8. Death certificate only (DCO) Cases

a. Use information on the death certificate to estimate the date of diagnosis

b. Record the date of death as the date of diagnosis when there is not enough information available to estimate the date of diagnosis; for example, the time from onset to the date of death is described as ‘years’

c. If no information is available, record the date of death as the date of diagnosis

9. Estimate the date of diagnosis if an exact date is not available. Use all information available to calculate the month and year of diagnosis.

a. Estimating the month

i.    Code “spring” to April

ii.   Code “summer” or “middle of the year” to July

iii.  Code “fall” or “autumn” as October

iv.   For “winter” try to determine whether the physician means the first of the year or the end of the year and code January or December as appropriate. If no determination can be made, use whatever information is

available to calculate the month of diagnosis.

v.   Code “early in year” to January

vi.  Code “late in year” to December

vii. Use whatever information is available to calculate the month of diagnosis

Example 1: Admitted October 2024. History states that the patient was diagnosed 7 months ago. Subtract 7 from the month of admission and code date of diagnosis to March 2024.

Example 2: Outpatient bone scan done January 2024 that states history of prostate ancer. The physician says the patient was diagnosed in 2024. Assume bone scan was part of initial work-up and code date of diagnosis to January 2024.

viii. Code the month of admission when there is no basis for estimation

ix.   Leave month blank (or convert 99 to blank) if there is no basis for approximation

b. Estimating the year

i.   Code “a couple of years” to two years earlier

ii.  Code “a few years” to three years earlier

iii. Use whatever information is available to calculate the year of diagnosis

iv. Code the year of admission when there is no basis for estimation

10. If no information about the date of diagnosis is available

a. Case transmitted to NCI SEER

i.  Use the date of admission as the date of diagnosis

ii. In the absence of an admission date, code the date of first treatment as the date of diagnosis

b. Case NOT transmitted to NCI SEER

i. Code month and year as unknown


Nursing Home and Hospice Residents (Not hospitalized for their cancer; no information other than nursing home or hospice records and/or death certificate)

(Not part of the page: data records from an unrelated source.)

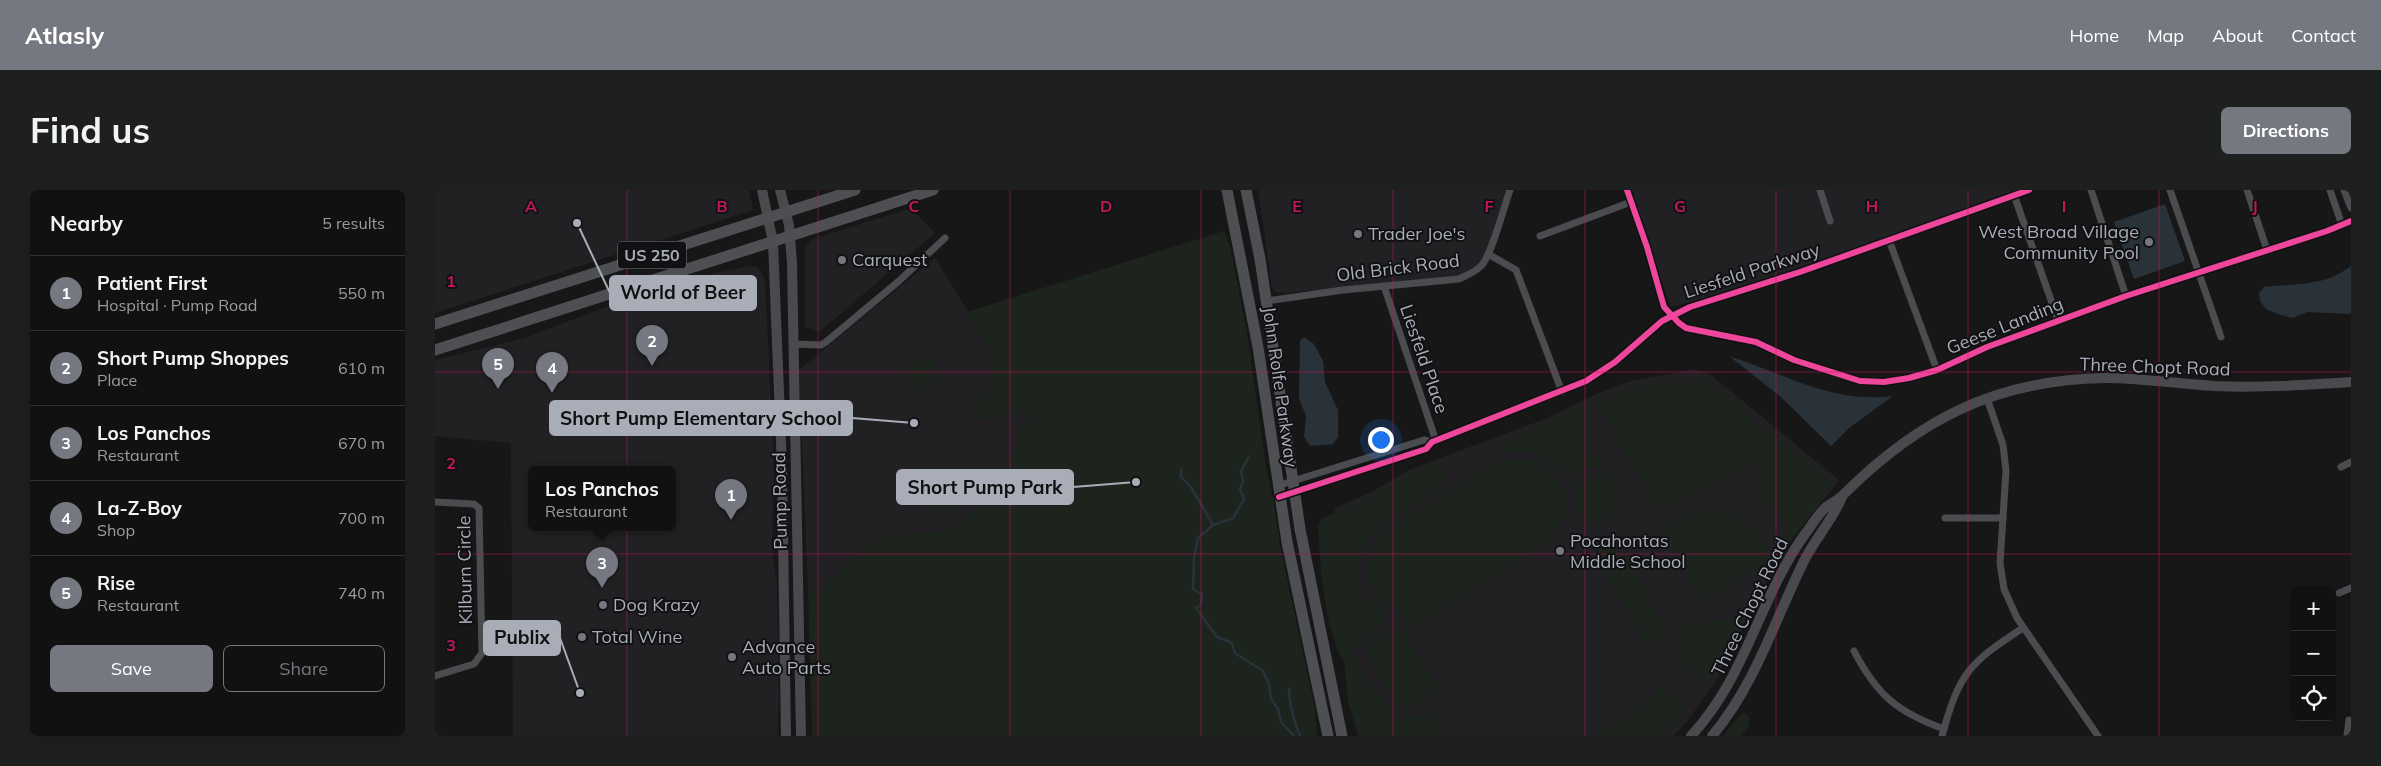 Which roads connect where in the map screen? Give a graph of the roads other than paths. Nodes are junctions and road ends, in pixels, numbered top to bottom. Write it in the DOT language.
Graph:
graph roads {
  1 [pos="762,190"];
  2 [pos="780,190"];
  3 [pos="855,190"];
  4 [pos="933,190"];
  5 [pos="1227,190"];
  6 [pos="1246,190"];
  7 [pos="1510,190"];
  8 [pos="1627,190"];
  9 [pos="1819,190"];
  10 [pos="2029,190"];
  11 [pos="2091,190"];
  12 [pos="2170,190"];
  13 [pos="2247,190"];
  14 [pos="2330,190"];
  15 [pos="2345,190"];
  16 [pos="2014,195"];
  17 [pos="1631,202"];
  18 [pos="2351,208"];
  19 [pos="786,212"];
  20 [pos="769,218"];
  21 [pos="1830,221"];
  22 [pos="2351,221"];
  23 [pos="2342,225"];
  24 [pos="791,236"];
  25 [pos="1540,236"];
  26 [pos="945,238"];
  27 [pos="1889,240"];
  28 [pos="773,242"];
  29 [pos="2267,250"];
  30 [pos="1488,254"];
  31 [pos="2197,271"];
  32 [pos="1384,286"];
  33 [pos="2126,296"];
  34 [pos="1266,301"];
  35 [pos="1671,315"];
  36 [pos="2058,320"];
  37 [pos="435,324"];
  38 [pos="2221,337"];
  39 [pos="793,344"];
  40 [pos="435,350"];
  41 [pos="1937,370"];
  42 [pos="2351,382"];
  43 [pos="1562,392"];
  44 [pos="1987,398"];
  45 [pos="1434,442"];
  46 [pos="2351,462"];
  47 [pos="2341,467"];
  48 [pos="1293,487"];
  49 [pos="1278,492"];
  50 [pos="1841,497"];
  51 [pos="435,502"];
  52 [pos="1945,518"];
  53 [pos="2003,518"];
  54 [pos="2351,588"];
  55 [pos="2339,593"];
  56 [pos="2023,628"];
  57 [pos="1855,651"];
  58 [pos="435,676"];
  59 [pos="2349,720"];
  60 [pos="1943,732"];
  61 [pos="786,736"];
  62 [pos="801,736"];
  63 [pos="1328,736"];
  64 [pos="1343,736"];
  65 [pos="1691,736"];
  66 [pos="1712,736"];
  67 [pos="2098,736"];
  68 [pos="2347,736"];
  1 -- 20 [label="main road, Pump Road"];
  2 -- 19 [label="main road, Pump Road"];
  3 -- 19 [label="main road, US 250"];
  4 -- 24 [label="main road, US 250"];
  5 -- 49 [label="main road, John Rolfe Parkway"];
  6 -- 34 [label="main road, John Rolfe Parkway"];
  7 -- 30 [label="street, Old Brick Road"];
  8 -- 17 [label="street"];
  9 -- 21 [label="street"];
  10 -- 16 [label="street, Liesfeld Parkway"];
  11 -- 33 [label="street"];
  12 -- 31 [label="street"];
  13 -- 29 [label="street"];
  14 -- 23 [label="street"];
  15 -- 18 [label="street"];
  16 -- 27 [label="street, Liesfeld Parkway"];
  16 -- 36 [label="street"];
  17 -- 25 [label="street"];
  17 -- 35 [label="street"];
  19 -- 20 [label="main road, US 250"];
  19 -- 24 [label="main road, Pump Road"];
  20 -- 28 [label="main road, Pump Road"];
  20 -- 37 [label="main road, US 250"];
  22 -- 23 [label="street, Geese Landing"];
  23 -- 29 [label="street, Geese Landing"];
  24 -- 28 [label="main road, US 250"];
  24 -- 39 [label="main road, Pump Road"];
  26 -- 39 [label="street"];
  27 -- 35 [label="street, Liesfeld Parkway"];
  27 -- 41 [label="street"];
  28 -- 40 [label="main road, US 250"];
  28 -- 61 [label="main road, Pump Road"];
  29 -- 31 [label="street, Geese Landing"];
  30 -- 32 [label="street, Old Brick Road"];
  30 -- 43 [label="street"];
  31 -- 33 [label="street, Geese Landing"];
  31 -- 38 [label="street"];
  32 -- 34 [label="street, Old Brick Road"];
  32 -- 45 [label="street, Liesfeld Place"];
  33 -- 36 [label="street, Geese Landing"];
  34 -- 48 [label="main road, John Rolfe Parkway"];
  35 -- 41 [label="street, Geese Landing"];
  35 -- 43 [label="street, Liesfeld Parkway"];
  36 -- 41 [label="street, Geese Landing"];
  39 -- 62 [label="main road, Pump Road"];
  42 -- 44 [label="main road, Three Chopt Road"];
  43 -- 45 [label="street, Liesfeld Parkway"];
  44 -- 50 [label="main road, Three Chopt Road"];
  44 -- 53 [label="street"];
  45 -- 48 [label="street, Liesfeld Parkway"];
  45 -- 48 [label="street, Liesfeld Parkway"];
  46 -- 47 [label="street"];
  48 -- 49 [label="street, Liesfeld Parkway"];
  48 -- 49 [label="street, Liesfeld Parkway"];
  48 -- 64 [label="main road, John Rolfe Parkway"];
  49 -- 63 [label="main road, John Rolfe Parkway"];
  50 -- 65 [label="main road, Three Chopt Road"];
  50 -- 66 [label="main road, Three Chopt Road"];
  51 -- 58 [label="street, Kilburn Circle"];
  52 -- 53 [label="street"];
  53 -- 56 [label="street"];
  54 -- 55 [label="street"];
  56 -- 60 [label="street"];
  56 -- 67 [label="street"];
  57 -- 60 [label="street"];
  59 -- 68 [label="street"];
}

1. Use the best approximation for the date of diagnosis when the only information available is that the patient had cancer while in the nursing home and it is unknown whether the patient had cancer when admitted

2. Code the date of admission to the nursing home as the date of diagnosis when

a. The only information available is that the patient had cancer when admitted to the nursing home

b. The only information available is that the patient had cancer while in the nursing home, it is unknown whether the patient had cancer when admitted, and there is no basis for approximation


Cases Diagnosed Before Birth

Record the actual date of diagnosis for diagnoses made in utero even though this date will precede the date of birth.

Example: Fetal intrahepatic mass consistent with hepatoblastoma diagnosed via ultrasound at 39 weeks gestation (01/30/2024). Live birth by C-section 02/04/2024. Code the date of diagnosis as 01/30/2024.

Note: Prenatal diagnoses are reportable when there is a live birth.